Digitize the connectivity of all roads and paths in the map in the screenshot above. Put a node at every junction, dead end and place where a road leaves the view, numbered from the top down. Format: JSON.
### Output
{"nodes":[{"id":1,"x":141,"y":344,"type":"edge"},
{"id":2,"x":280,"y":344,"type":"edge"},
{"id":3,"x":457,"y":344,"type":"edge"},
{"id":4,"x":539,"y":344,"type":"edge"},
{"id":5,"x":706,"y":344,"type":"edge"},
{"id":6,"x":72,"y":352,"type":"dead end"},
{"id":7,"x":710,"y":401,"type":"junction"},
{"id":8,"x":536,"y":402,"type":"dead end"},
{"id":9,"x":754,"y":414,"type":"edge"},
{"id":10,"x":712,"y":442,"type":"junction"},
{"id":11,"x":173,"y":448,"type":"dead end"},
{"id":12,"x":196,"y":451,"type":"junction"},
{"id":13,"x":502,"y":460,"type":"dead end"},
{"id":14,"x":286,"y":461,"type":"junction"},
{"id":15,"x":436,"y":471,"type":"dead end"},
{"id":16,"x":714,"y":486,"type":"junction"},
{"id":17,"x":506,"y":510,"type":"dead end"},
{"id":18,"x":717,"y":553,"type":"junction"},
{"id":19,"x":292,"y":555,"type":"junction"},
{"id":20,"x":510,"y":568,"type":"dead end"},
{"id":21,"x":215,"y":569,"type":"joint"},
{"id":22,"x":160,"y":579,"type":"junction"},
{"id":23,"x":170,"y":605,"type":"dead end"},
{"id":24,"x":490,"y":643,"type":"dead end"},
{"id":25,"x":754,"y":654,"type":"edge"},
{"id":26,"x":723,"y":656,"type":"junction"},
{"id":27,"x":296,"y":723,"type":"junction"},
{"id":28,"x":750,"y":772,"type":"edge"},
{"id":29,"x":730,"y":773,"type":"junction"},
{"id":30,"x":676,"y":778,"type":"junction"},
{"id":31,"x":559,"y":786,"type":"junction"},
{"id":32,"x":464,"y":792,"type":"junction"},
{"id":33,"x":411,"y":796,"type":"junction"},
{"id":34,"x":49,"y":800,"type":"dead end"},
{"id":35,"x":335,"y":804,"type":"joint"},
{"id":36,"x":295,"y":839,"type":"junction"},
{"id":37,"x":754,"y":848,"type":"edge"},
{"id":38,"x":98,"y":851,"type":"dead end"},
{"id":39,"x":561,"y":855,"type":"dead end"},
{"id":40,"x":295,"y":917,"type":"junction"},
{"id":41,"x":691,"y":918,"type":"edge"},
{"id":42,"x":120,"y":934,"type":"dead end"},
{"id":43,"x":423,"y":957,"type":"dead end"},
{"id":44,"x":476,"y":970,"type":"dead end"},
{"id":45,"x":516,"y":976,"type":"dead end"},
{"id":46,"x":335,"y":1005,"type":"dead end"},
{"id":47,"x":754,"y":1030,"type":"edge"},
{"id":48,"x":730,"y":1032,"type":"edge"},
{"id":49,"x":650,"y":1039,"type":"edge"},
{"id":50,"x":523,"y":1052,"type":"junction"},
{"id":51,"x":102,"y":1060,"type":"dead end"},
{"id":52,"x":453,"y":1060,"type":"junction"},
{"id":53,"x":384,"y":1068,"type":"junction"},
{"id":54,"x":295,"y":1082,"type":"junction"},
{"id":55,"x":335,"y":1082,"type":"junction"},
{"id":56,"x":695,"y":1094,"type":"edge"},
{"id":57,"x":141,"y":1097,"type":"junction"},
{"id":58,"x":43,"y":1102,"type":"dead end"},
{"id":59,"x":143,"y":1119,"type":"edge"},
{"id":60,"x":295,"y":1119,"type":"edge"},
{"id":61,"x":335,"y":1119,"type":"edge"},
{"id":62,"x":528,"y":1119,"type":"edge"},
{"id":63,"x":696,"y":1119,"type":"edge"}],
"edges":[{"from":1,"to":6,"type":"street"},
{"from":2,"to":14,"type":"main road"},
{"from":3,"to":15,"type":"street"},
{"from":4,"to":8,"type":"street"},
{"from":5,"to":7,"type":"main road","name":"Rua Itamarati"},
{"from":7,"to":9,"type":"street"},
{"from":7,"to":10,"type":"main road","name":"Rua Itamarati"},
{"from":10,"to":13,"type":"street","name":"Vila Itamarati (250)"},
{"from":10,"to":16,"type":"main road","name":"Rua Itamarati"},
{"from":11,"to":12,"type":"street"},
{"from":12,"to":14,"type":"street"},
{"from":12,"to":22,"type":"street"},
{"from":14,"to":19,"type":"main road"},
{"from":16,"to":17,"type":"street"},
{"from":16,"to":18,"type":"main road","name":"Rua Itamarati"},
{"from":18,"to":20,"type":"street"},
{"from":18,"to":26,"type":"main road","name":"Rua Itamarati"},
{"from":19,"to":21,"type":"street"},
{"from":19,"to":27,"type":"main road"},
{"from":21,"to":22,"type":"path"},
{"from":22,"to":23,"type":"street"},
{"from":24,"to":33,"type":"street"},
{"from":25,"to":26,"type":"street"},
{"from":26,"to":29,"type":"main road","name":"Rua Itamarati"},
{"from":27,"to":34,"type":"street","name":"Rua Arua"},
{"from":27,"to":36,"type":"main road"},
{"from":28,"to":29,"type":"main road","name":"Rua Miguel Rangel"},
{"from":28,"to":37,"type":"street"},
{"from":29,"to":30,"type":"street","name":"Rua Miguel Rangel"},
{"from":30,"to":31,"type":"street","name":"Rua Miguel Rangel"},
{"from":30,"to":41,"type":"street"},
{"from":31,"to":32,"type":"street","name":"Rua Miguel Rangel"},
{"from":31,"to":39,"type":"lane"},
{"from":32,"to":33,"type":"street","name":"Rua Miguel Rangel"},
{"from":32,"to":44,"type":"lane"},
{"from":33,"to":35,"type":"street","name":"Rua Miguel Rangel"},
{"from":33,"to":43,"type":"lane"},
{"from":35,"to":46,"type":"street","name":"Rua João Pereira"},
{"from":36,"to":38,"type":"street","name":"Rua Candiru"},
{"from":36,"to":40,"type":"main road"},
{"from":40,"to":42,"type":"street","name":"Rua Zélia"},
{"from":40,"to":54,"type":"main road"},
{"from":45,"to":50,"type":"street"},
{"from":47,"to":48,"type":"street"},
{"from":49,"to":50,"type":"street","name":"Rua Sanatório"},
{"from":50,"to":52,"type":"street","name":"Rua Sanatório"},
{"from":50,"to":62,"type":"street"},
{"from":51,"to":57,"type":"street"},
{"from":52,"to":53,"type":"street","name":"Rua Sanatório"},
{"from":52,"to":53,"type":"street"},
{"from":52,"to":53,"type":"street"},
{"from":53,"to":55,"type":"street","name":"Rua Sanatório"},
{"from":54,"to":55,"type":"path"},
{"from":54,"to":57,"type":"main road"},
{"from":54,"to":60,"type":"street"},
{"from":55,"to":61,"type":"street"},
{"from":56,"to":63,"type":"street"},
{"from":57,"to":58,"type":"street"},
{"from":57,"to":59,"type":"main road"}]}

....

Scan the listing and report each line where the word "Miguel" shows up.

{"from":28,"to":29,"type":"main road","name":"Rua Miguel Rangel"},
{"from":29,"to":30,"type":"street","name":"Rua Miguel Rangel"},
{"from":30,"to":31,"type":"street","name":"Rua Miguel Rangel"},
{"from":31,"to":32,"type":"street","name":"Rua Miguel Rangel"},
{"from":32,"to":33,"type":"street","name":"Rua Miguel Rangel"},
{"from":33,"to":35,"type":"street","name":"Rua Miguel Rangel"},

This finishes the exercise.